The Director of the Texas Service Center denied the petition, concluding that the Petitioner did not 
qualify for classification as either a member of the professions holding an advanced degree or an 
individual of exceptional ability, nor had he established that a waiver of the required job offer, and 
thus of the labor certification, would be in the national interest. 
On appeal, the Petitioner asserts that he meets the requirements of the requested classification . 
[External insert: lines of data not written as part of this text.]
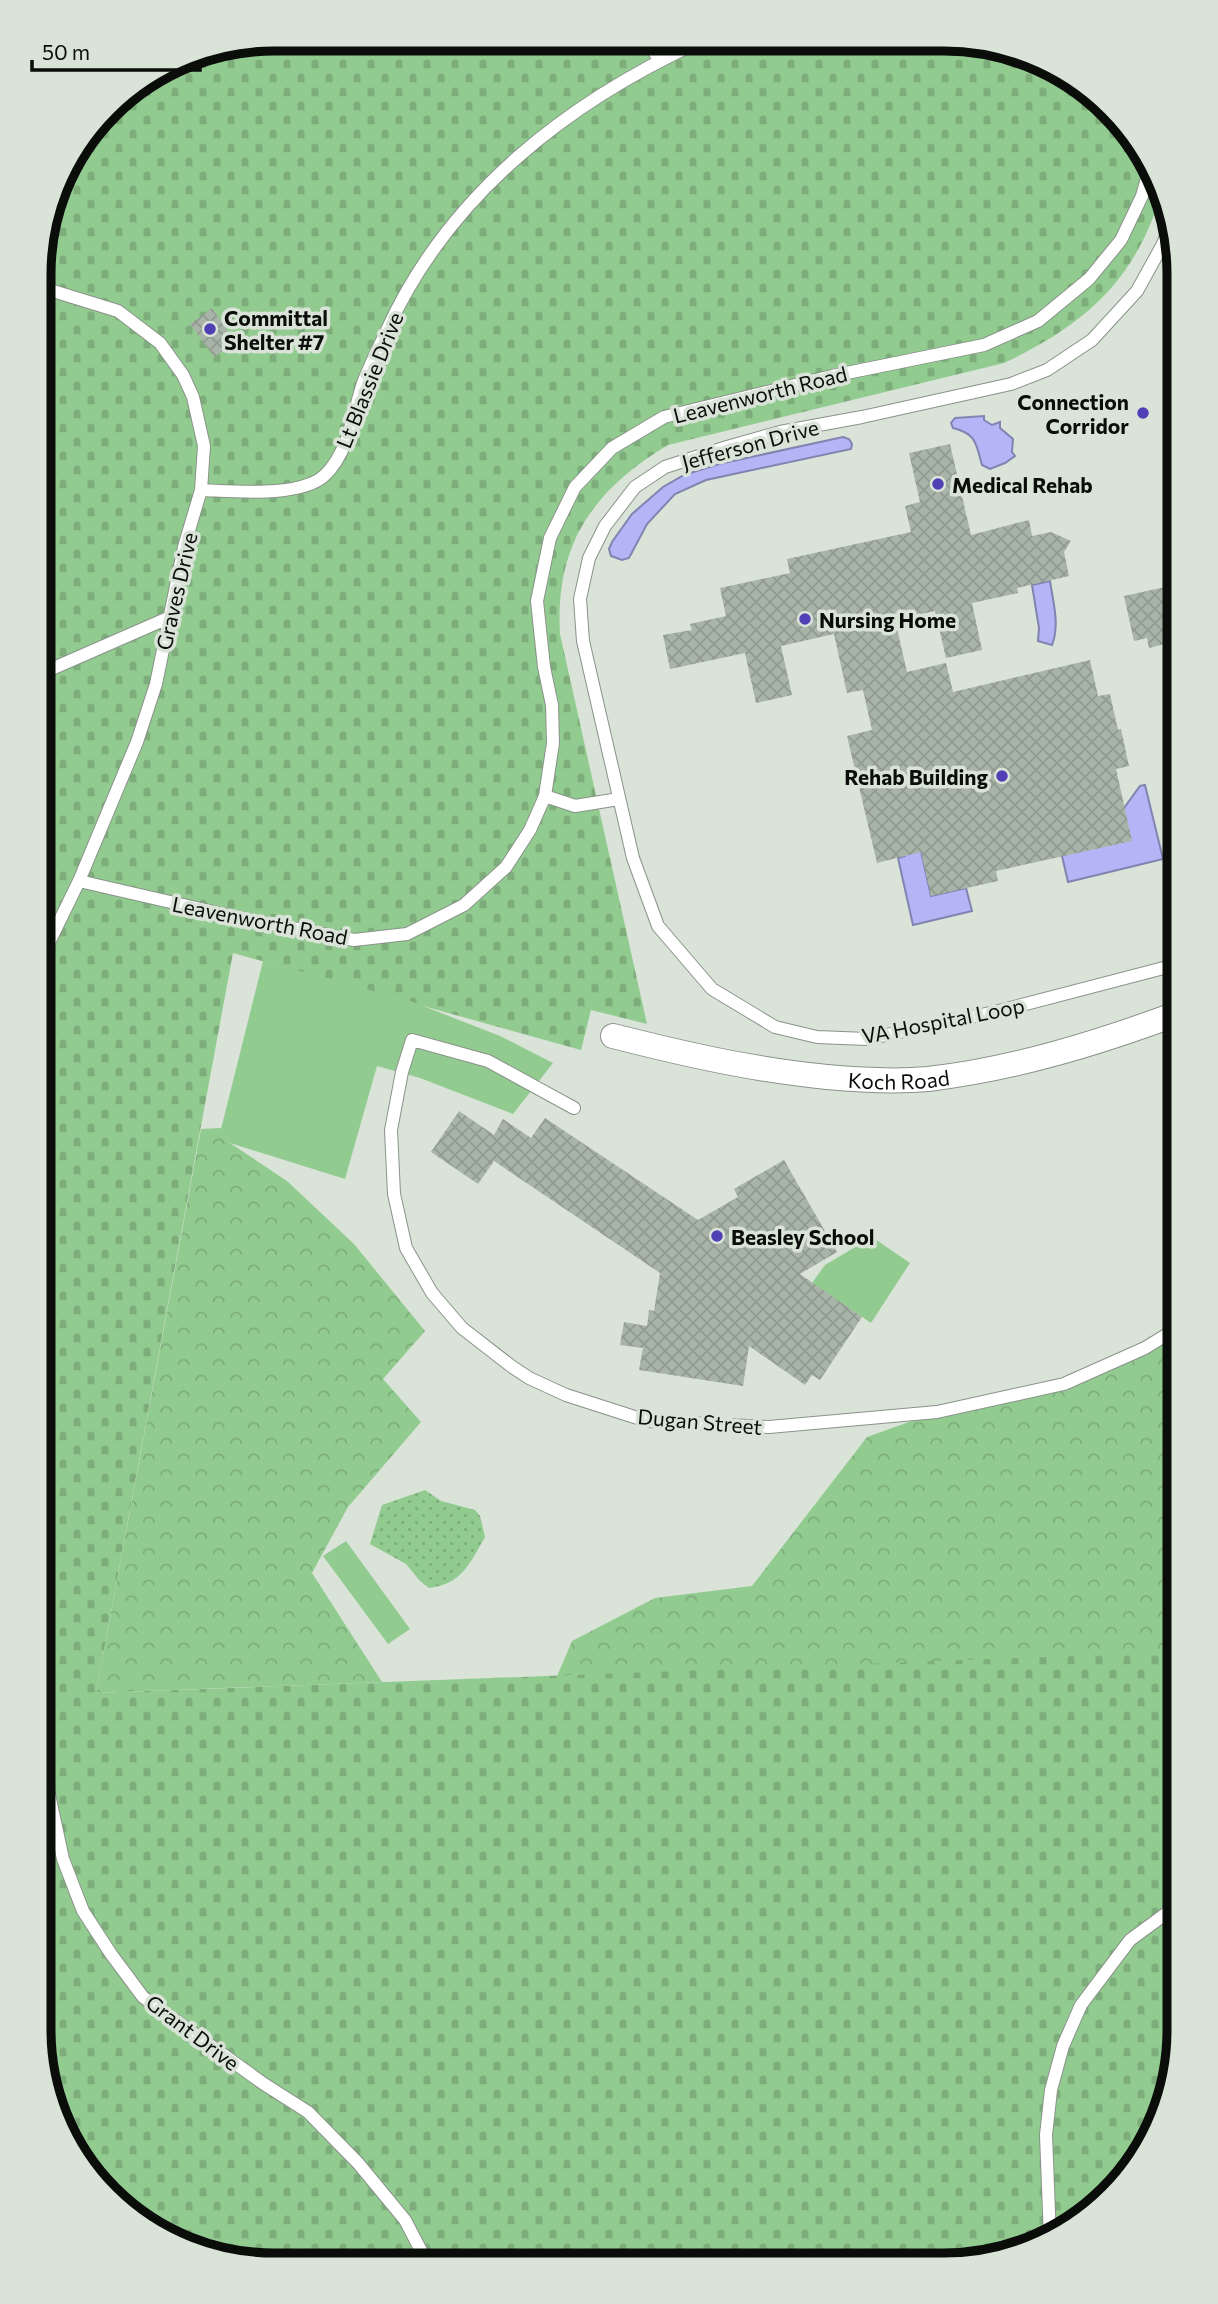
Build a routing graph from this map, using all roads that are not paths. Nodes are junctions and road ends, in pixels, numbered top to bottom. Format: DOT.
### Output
graph roads {
  1 [pos="654,51"];
  2 [pos="679,51"];
  3 [pos="659,60"];
  4 [pos="1146,181"];
  5 [pos="1164,241"];
  6 [pos="51,290"];
  7 [pos="201,491"];
  8 [pos="169,618"];
  9 [pos="51,669"];
  10 [pos="545,796"];
  11 [pos="619,799"];
  12 [pos="79,881"];
  13 [pos="658,926"];
  14 [pos="51,938"];
  15 [pos="1167,967"];
  16 [pos="1167,1017"];
  17 [pos="613,1036"];
  18 [pos="574,1108"];
  19 [pos="1167,1335"];
  20 [pos="51,1804"];
  21 [pos="1167,1912"];
  22 [pos="1050,2226"];
  23 [pos="422,2253"];
  1 -- 3 [label="lane"];
  2 -- 3 [label="lane, Lt Blassie Drive"];
  3 -- 7 [label="lane, Lt Blassie Drive"];
  4 -- 10 [label="lane, Leavenworth Road"];
  5 -- 11 [label="lane, Jefferson Drive"];
  6 -- 7 [label="lane, Graves Drive"];
  7 -- 8 [label="lane, Graves Drive"];
  8 -- 9 [label="lane"];
  8 -- 12 [label="lane, Graves Drive"];
  10 -- 11 [label="lane"];
  10 -- 12 [label="lane, Leavenworth Road"];
  11 -- 13 [label="lane, Jefferson Drive"];
  12 -- 14 [label="lane, Graves Drive"];
  13 -- 15 [label="lane, VA Hospital Loop"];
  16 -- 17 [label="street, Koch Road"];
  18 -- 19 [label="lane, Dugan Street"];
  20 -- 23 [label="lane, Grant Drive"];
  21 -- 22 [label="lane"];
}
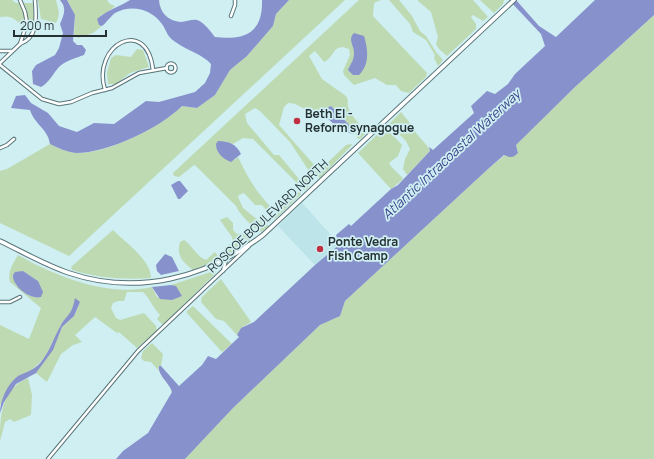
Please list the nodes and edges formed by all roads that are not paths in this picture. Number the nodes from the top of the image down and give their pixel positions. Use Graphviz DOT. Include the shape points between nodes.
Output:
graph roads {
  1 [pos="20,0"];
  2 [pos="35,0"];
  3 [pos="235,0"];
  4 [pos="513,1"];
  5 [pos="231,16"];
  6 [pos="20,44"];
  7 [pos="0,51"];
  8 [pos="12,52"];
  9 [pos="0,64"];
  10 [pos="167,68"];
  11 [pos="153,70"];
  12 [pos="105,90"];
  13 [pos="14,139"];
  14 [pos="0,148"];
  15 [pos="0,241"];
  16 [pos="252,243"];
  17 [pos="226,260"];
  18 [pos="222,273"];
  19 [pos="20,297"];
  20 [pos="0,302"];
  21 [pos="48,459"];
  1 -- 6 [label="street" via="27,23"];
  2 -- 6 [label="street" via="36,26 29,38"];
  3 -- 5 [label="street"];
  4 -- 16 [label="street, ROSCOE BOULEVARD NORTH"];
  6 -- 8 [label="street"];
  7 -- 8 [label="street"];
  8 -- 9 [label="street"];
  9 -- 12 [label="street" via="38,97 50,103 67,104"];
  10 -- 11 [label="street"];
  11 -- 12 [label="street" via="139,73"];
  11 -- 12 [label="street" via="151,56 144,46 130,40 120,42 111,50 105,62"];
  13 -- 14 [label="street"];
  15 -- 17 [label="street" via="69,273 114,282 146,283 173,279"];
  16 -- 17 [label="street"];
  16 -- 18 [label="street, ROSCOE BOULEVARD NORTH"];
  17 -- 18 [label="street"];
  18 -- 21 [label="street, ROSCOE BOULEVARD NORTH" via="138,352"];
  19 -- 20 [label="street" via="10,302"];
}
In these proceedings, it is the petitioner's burden to establish eligibility for the immigration benefit 
sought. Section 291 of the Act, 8 U.S .C. § 1361. Upon de nova review, we will dismiss the appeal. 
I. LAW 
To establish eligibility for a national interest waiver, a petitioner must first demonstrate qualification 
for the underlying EB-2 visa classification, as either an advanced degree professional or an individual 
of exceptional ability in the sciences, arts, or business . Because this classification requires that the 
individual's services be sought by a U.S. employer, a separate showing is required to establish that a 
waiver of the job offer requirement is in the national interest. 
Section 203(b) of the Act sets out this sequential framework: 
(2) Aliens who are members of the professions holding advanced degrees or aliens of 
exceptional ability. -
(A) In general. - Visas shall be made available .. . to qualified immigrants who are 
members of the professions holding advanced degrees or their equivalent or 
who because of their exceptional ability in the sciences, arts, or business, will 
substantially benefit prospectively the national economy, cultural or 
educational interests, or welfare of the United States, and whose services in the 
sciences, arts, professions, or business are sought by an employer in the United 
States. 
(B) Waiver of job offer-
(i) National interest waiver. ... [T]he Attorney General may, when the Attorney 
General deems it to be in the national interest, waive the requirements of 
subparagraph (A) that an alien's services in the sciences, arts, professions, or 
business be sought by an employer in the United States. 
Section 101(a)(32) of the Act provides that "[t]he term 'profession' shall include but not be limited to 
architects, engineers, lawyers, physicians, surgeons, and teachers in elementary or secondary schools, 
colleges, academics, or seminaries." 
The regulation at 8 C.F.R. § 204.5(k)(2) contains the following relevant definitions: 
Advanced degree means any United States academic or professional degree or a foreign 
equivalent degree above that of baccalaureate. A United States baccalaureate degree 
or a foreign equivalent degree followed by at least five years of progressive experience 
in the specialty shall be considered the equivalent of a master's degree. If a doctoral 
degree is customarily required by the specialty, the alien must have a United States 
doctorate or a foreign equivalent degree. 
Exceptional ability in the sciences, arts, or business means a degree of expertise 
significantly above that ordinarily encountered in the sciences, arts, or business. 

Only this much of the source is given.